[[ PROVIDED INFORMATION open ]]

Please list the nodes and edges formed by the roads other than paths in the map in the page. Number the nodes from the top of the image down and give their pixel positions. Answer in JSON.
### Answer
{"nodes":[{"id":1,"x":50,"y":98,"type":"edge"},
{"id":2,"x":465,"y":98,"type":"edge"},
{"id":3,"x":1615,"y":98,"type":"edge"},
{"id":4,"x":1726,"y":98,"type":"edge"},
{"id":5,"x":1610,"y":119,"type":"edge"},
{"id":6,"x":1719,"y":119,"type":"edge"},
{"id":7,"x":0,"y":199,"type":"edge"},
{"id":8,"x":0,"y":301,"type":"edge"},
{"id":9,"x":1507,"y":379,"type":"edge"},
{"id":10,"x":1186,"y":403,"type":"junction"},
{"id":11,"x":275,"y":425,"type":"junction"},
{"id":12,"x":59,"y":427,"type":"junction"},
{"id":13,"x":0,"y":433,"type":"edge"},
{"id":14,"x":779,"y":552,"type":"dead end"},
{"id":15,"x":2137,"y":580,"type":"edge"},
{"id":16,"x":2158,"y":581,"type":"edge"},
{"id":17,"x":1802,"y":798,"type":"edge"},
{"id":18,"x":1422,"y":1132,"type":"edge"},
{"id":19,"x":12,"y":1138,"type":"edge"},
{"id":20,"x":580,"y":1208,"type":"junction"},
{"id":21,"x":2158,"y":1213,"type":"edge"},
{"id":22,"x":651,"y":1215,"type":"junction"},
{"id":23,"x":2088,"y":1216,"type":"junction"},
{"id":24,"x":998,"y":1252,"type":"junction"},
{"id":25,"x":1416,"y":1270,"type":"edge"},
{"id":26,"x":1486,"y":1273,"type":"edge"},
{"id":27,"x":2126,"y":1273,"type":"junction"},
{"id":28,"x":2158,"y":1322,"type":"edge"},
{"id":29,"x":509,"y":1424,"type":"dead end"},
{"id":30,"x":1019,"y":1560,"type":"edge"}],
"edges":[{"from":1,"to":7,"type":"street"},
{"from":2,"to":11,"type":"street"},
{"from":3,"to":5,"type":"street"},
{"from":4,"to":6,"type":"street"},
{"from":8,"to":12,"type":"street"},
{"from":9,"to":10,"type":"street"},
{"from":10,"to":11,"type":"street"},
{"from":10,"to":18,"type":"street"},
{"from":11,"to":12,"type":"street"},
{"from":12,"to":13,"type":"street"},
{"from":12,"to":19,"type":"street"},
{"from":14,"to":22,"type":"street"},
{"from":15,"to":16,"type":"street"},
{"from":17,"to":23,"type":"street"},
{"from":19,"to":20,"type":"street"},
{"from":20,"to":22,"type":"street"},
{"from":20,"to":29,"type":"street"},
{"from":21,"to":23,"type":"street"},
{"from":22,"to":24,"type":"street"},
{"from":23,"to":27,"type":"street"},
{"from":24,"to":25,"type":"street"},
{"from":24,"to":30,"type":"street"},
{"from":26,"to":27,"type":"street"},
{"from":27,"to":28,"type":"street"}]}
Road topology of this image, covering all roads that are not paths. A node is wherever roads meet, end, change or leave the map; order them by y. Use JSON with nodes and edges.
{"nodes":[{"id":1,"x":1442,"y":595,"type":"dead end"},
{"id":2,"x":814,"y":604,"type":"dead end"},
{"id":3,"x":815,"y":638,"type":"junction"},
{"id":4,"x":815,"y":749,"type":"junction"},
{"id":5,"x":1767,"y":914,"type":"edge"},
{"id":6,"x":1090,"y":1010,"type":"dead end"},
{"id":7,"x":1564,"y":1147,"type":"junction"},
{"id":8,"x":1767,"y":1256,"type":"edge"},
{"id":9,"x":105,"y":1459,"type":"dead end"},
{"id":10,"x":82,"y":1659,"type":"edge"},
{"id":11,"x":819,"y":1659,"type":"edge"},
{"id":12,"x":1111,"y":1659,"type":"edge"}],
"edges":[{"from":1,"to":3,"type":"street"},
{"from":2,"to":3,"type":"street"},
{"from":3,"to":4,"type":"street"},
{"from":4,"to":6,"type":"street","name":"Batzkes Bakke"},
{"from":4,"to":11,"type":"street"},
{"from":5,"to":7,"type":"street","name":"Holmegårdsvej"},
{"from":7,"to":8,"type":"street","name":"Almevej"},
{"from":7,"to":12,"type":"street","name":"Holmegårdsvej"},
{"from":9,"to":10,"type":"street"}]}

[[ PROVIDED INFORMATION closed ]]

### [EXERCISE REQUIREMENTS]
Each record is to be given again in full, exactly as it reads.

### [TASK ANSWER]
Please list the nodes and edges formed by the roads other than paths in the map in the page. Number the nodes from the top of the image down and give their pixel positions. Answer in JSON.
### Answer
{"nodes":[{"id":1,"x":50,"y":98,"type":"edge"},
{"id":2,"x":465,"y":98,"type":"edge"},
{"id":3,"x":1615,"y":98,"type":"edge"},
{"id":4,"x":1726,"y":98,"type":"edge"},
{"id":5,"x":1610,"y":119,"type":"edge"},
{"id":6,"x":1719,"y":119,"type":"edge"},
{"id":7,"x":0,"y":199,"type":"edge"},
{"id":8,"x":0,"y":301,"type":"edge"},
{"id":9,"x":1507,"y":379,"type":"edge"},
{"id":10,"x":1186,"y":403,"type":"junction"},
{"id":11,"x":275,"y":425,"type":"junction"},
{"id":12,"x":59,"y":427,"type":"junction"},
{"id":13,"x":0,"y":433,"type":"edge"},
{"id":14,"x":779,"y":552,"type":"dead end"},
{"id":15,"x":2137,"y":580,"type":"edge"},
{"id":16,"x":2158,"y":581,"type":"edge"},
{"id":17,"x":1802,"y":798,"type":"edge"},
{"id":18,"x":1422,"y":1132,"type":"edge"},
{"id":19,"x":12,"y":1138,"type":"edge"},
{"id":20,"x":580,"y":1208,"type":"junction"},
{"id":21,"x":2158,"y":1213,"type":"edge"},
{"id":22,"x":651,"y":1215,"type":"junction"},
{"id":23,"x":2088,"y":1216,"type":"junction"},
{"id":24,"x":998,"y":1252,"type":"junction"},
{"id":25,"x":1416,"y":1270,"type":"edge"},
{"id":26,"x":1486,"y":1273,"type":"edge"},
{"id":27,"x":2126,"y":1273,"type":"junction"},
{"id":28,"x":2158,"y":1322,"type":"edge"},
{"id":29,"x":509,"y":1424,"type":"dead end"},
{"id":30,"x":1019,"y":1560,"type":"edge"}],
"edges":[{"from":1,"to":7,"type":"street"},
{"from":2,"to":11,"type":"street"},
{"from":3,"to":5,"type":"street"},
{"from":4,"to":6,"type":"street"},
{"from":8,"to":12,"type":"street"},
{"from":9,"to":10,"type":"street"},
{"from":10,"to":11,"type":"street"},
{"from":10,"to":18,"type":"street"},
{"from":11,"to":12,"type":"street"},
{"from":12,"to":13,"type":"street"},
{"from":12,"to":19,"type":"street"},
{"from":14,"to":22,"type":"street"},
{"from":15,"to":16,"type":"street"},
{"from":17,"to":23,"type":"street"},
{"from":19,"to":20,"type":"street"},
{"from":20,"to":22,"type":"street"},
{"from":20,"to":29,"type":"street"},
{"from":21,"to":23,"type":"street"},
{"from":22,"to":24,"type":"street"},
{"from":23,"to":27,"type":"street"},
{"from":24,"to":25,"type":"street"},
{"from":24,"to":30,"type":"street"},
{"from":26,"to":27,"type":"street"},
{"from":27,"to":28,"type":"street"}]}
Road topology of this image, covering all roads that are not paths. A node is wherever roads meet, end, change or leave the map; order them by y. Use JSON with nodes and edges.
{"nodes":[{"id":1,"x":1442,"y":595,"type":"dead end"},
{"id":2,"x":814,"y":604,"type":"dead end"},
{"id":3,"x":815,"y":638,"type":"junction"},
{"id":4,"x":815,"y":749,"type":"junction"},
{"id":5,"x":1767,"y":914,"type":"edge"},
{"id":6,"x":1090,"y":1010,"type":"dead end"},
{"id":7,"x":1564,"y":1147,"type":"junction"},
{"id":8,"x":1767,"y":1256,"type":"edge"},
{"id":9,"x":105,"y":1459,"type":"dead end"},
{"id":10,"x":82,"y":1659,"type":"edge"},
{"id":11,"x":819,"y":1659,"type":"edge"},
{"id":12,"x":1111,"y":1659,"type":"edge"}],
"edges":[{"from":1,"to":3,"type":"street"},
{"from":2,"to":3,"type":"street"},
{"from":3,"to":4,"type":"street"},
{"from":4,"to":6,"type":"street","name":"Batzkes Bakke"},
{"from":4,"to":11,"type":"street"},
{"from":5,"to":7,"type":"street","name":"Holmegårdsvej"},
{"from":7,"to":8,"type":"street","name":"Almevej"},
{"from":7,"to":12,"type":"street","name":"Holmegårdsvej"},
{"from":9,"to":10,"type":"street"}]}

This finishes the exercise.